§ **Records to use**:
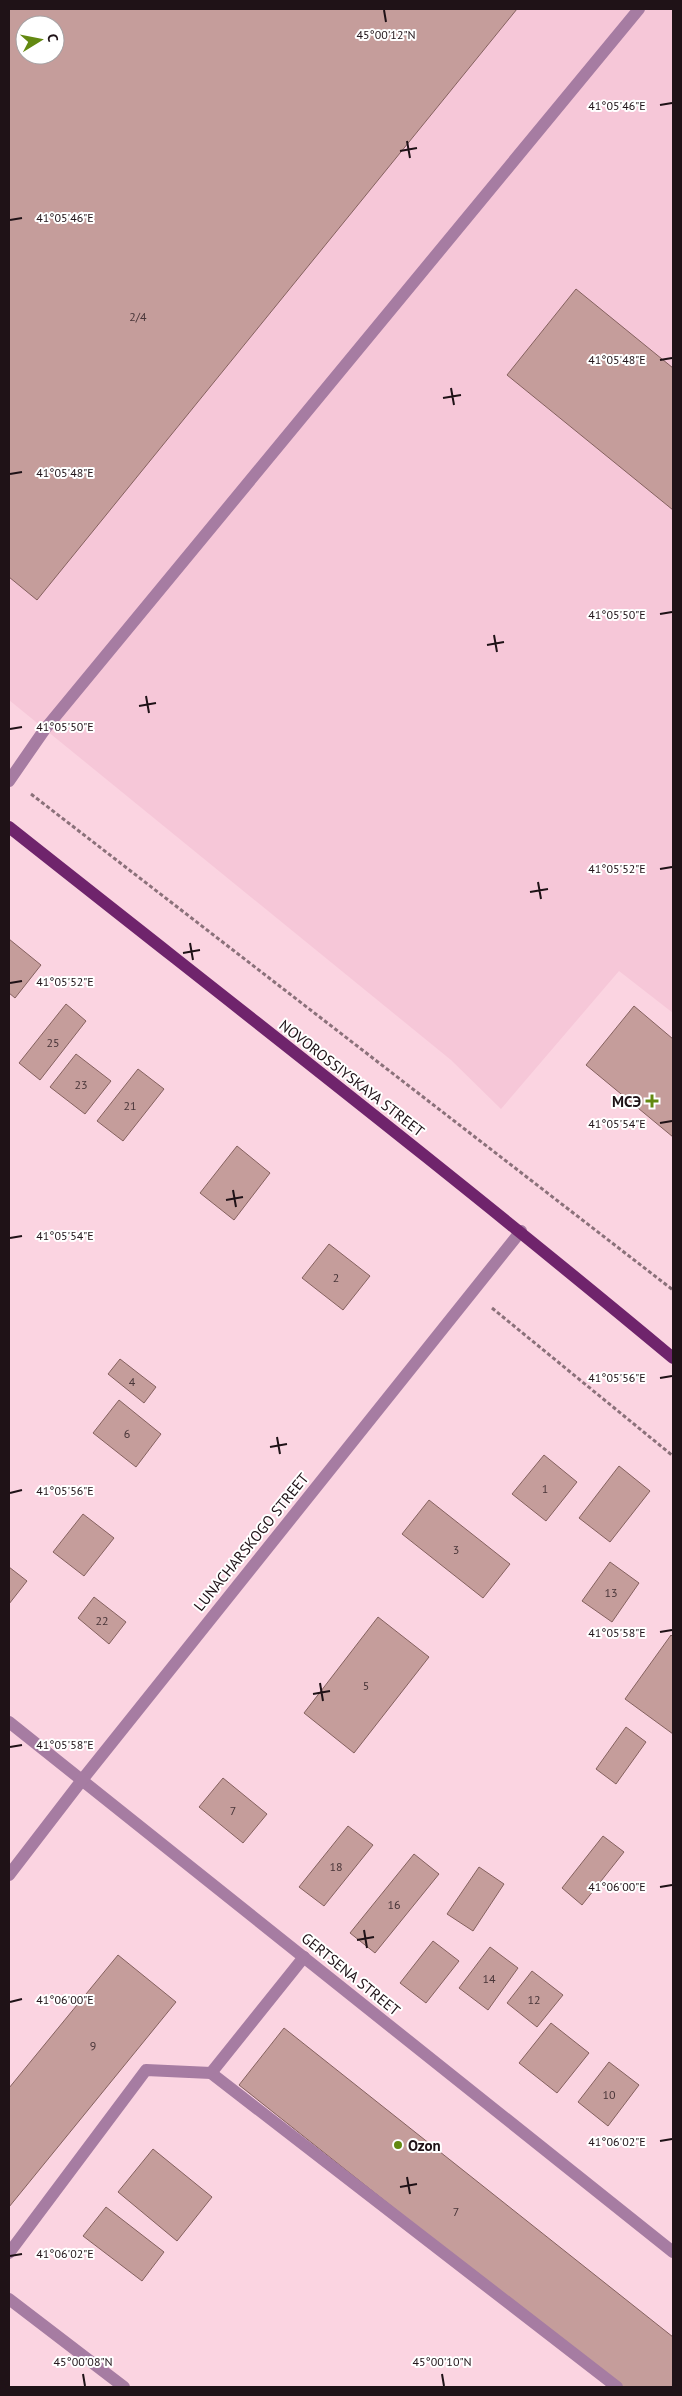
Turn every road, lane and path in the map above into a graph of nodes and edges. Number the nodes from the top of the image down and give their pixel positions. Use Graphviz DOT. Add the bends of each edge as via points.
graph roads {
  1 [pos="639,9"];
  2 [pos="10,780"];
  3 [pos="9,826"];
  4 [pos="521,1231"];
  5 [pos="673,1290"];
  6 [pos="472,1292"];
  7 [pos="673,1358"];
  8 [pos="673,1456"];
  9 [pos="9,1722"];
  10 [pos="82,1780"];
  11 [pos="9,1875"];
  12 [pos="304,1958"];
  13 [pos="212,2073"];
  14 [pos="9,2252"];
  15 [pos="673,2252"];
  16 [pos="9,2299"];
  17 [pos="124,2387"];
  18 [pos="617,2387"];
  1 -- 2 [label="street" via="45,729"];
  2 -- 5 [label="path"];
  3 -- 4 [label="main road, NOVOROSSIYSKAYA STREET"];
  4 -- 6 [label="street, LUNACHARSKOGO STREET"];
  4 -- 7 [label="main road, NOVOROSSIYSKAYA STREET"];
  6 -- 8 [label="path"];
  6 -- 10 [label="street, LUNACHARSKOGO STREET"];
  9 -- 10 [label="street, GERTSENA STREET"];
  10 -- 11 [label="street, LUNACHARSKOGO STREET"];
  10 -- 12 [label="street, GERTSENA STREET"];
  12 -- 13 [label="street"];
  12 -- 15 [label="street, GERTSENA STREET"];
  13 -- 14 [label="street" via="146,2070"];
  13 -- 18 [label="street"];
  16 -- 17 [label="street"];
}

§ **Exercise goal**:
In your answer, repeat all the entries exactly, but leave out the pictures.

§ **Result of this task**:
Turn every road, lane and path in the map above into a graph of nodes and edges. Number the nodes from the top of the image down and give their pixel positions. Use Graphviz DOT. Add the bends of each edge as via points.
graph roads {
  1 [pos="639,9"];
  2 [pos="10,780"];
  3 [pos="9,826"];
  4 [pos="521,1231"];
  5 [pos="673,1290"];
  6 [pos="472,1292"];
  7 [pos="673,1358"];
  8 [pos="673,1456"];
  9 [pos="9,1722"];
  10 [pos="82,1780"];
  11 [pos="9,1875"];
  12 [pos="304,1958"];
  13 [pos="212,2073"];
  14 [pos="9,2252"];
  15 [pos="673,2252"];
  16 [pos="9,2299"];
  17 [pos="124,2387"];
  18 [pos="617,2387"];
  1 -- 2 [label="street" via="45,729"];
  2 -- 5 [label="path"];
  3 -- 4 [label="main road, NOVOROSSIYSKAYA STREET"];
  4 -- 6 [label="street, LUNACHARSKOGO STREET"];
  4 -- 7 [label="main road, NOVOROSSIYSKAYA STREET"];
  6 -- 8 [label="path"];
  6 -- 10 [label="street, LUNACHARSKOGO STREET"];
  9 -- 10 [label="street, GERTSENA STREET"];
  10 -- 11 [label="street, LUNACHARSKOGO STREET"];
  10 -- 12 [label="street, GERTSENA STREET"];
  12 -- 13 [label="street"];
  12 -- 15 [label="street, GERTSENA STREET"];
  13 -- 14 [label="street" via="146,2070"];
  13 -- 18 [label="street"];
  16 -- 17 [label="street"];
}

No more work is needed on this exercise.